Demographic Data

fkrell · April 9, 2021, 8:10pm

Hello everyone,
I think i got the code right buy for some reason all the numeric results fail the testing.

Blockquote
import pandas as pd

def calculate_demographic_data(print_data=True):
# Read data from file
df = pd.read_csv(‘adult.data.csv’, header=0)

# How many of each race are represented in this dataset? This should be a Pandas series with race names as the index labels.
race_count = df['race'].value_counts()

# What is the average age of men?
average_age_men = df.loc[df['sex'].str.contains('Male'), 'age'].mean()

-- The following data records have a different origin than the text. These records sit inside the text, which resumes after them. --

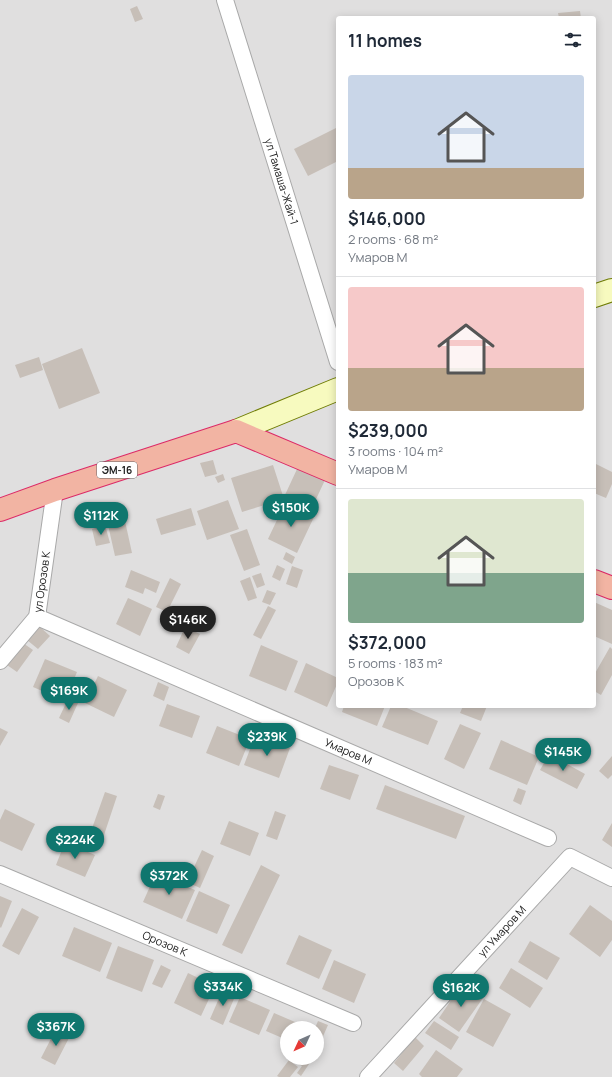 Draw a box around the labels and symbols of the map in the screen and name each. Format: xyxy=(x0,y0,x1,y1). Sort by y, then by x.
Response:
street label: ул Тамаша-Жай-1 xyxy=(262,136,303,226)
road number: ЭМ-16 xyxy=(97,462,137,478)
pin: $150K xyxy=(263,494,319,528)
pin: $112K xyxy=(73,502,129,536)
street label: ул Орозов К xyxy=(30,550,53,613)
pin: $146K xyxy=(160,606,216,640)
pin: $169K xyxy=(41,677,97,711)
pin: $239K xyxy=(239,723,295,757)
street label: Умаров М xyxy=(322,734,374,768)
pin: $145K xyxy=(535,738,591,772)
pin: $224K xyxy=(47,826,103,860)
pin: $372K xyxy=(141,862,197,896)
street label: ул Умаров М xyxy=(474,902,529,960)
street label: Орозов К xyxy=(140,927,190,959)
pin: $334K xyxy=(195,973,251,1007)
pin: $162K xyxy=(433,974,489,1008)
pin: $367K xyxy=(28,1013,84,1047)
north arrow xyxy=(280,1021,324,1065) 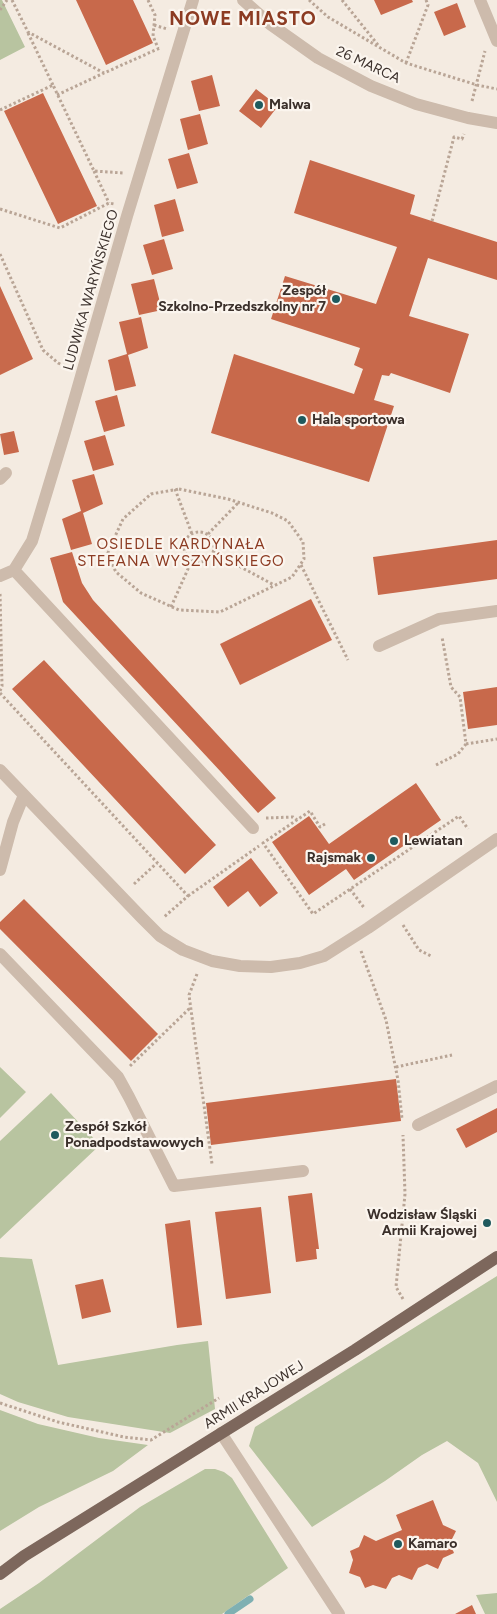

# What is the percentage of people who have a Bachelor's degree?
percentage_bachelors = df.loc[df['education'].str.contains('Bachelors') | df['education'].str.contains('Masters') | df['education'].str.contains('Doctorate') , 'education'].count()/df.count()[0]*100
# What percentage of people with advanced education (`Bachelors`, `Masters`, or `Doctorate`) make more than 50K?
# What percentage of people without advanced education make more than 50K?

# with and without `Bachelors`, `Masters`, or `Doctorate`
higher_education = df.loc[df['education'].str.contains('Bachelors') | df['education'].str.contains('Masters') | df['education'].str.contains('Doctorate') , ['education', 'salary']].loc[df['salary']=='<=50K' , 'education'].count()
lower_education = df.loc[df['salary']=='<=50K','education'].count()-df.loc[df['education'].str.contains('Bachelors') | df['education'].str.contains('Masters') | df['education'].str.contains('Doctorate') , ['education', 'salary']].loc[df['salary']=='<=50K' , 'education'].count()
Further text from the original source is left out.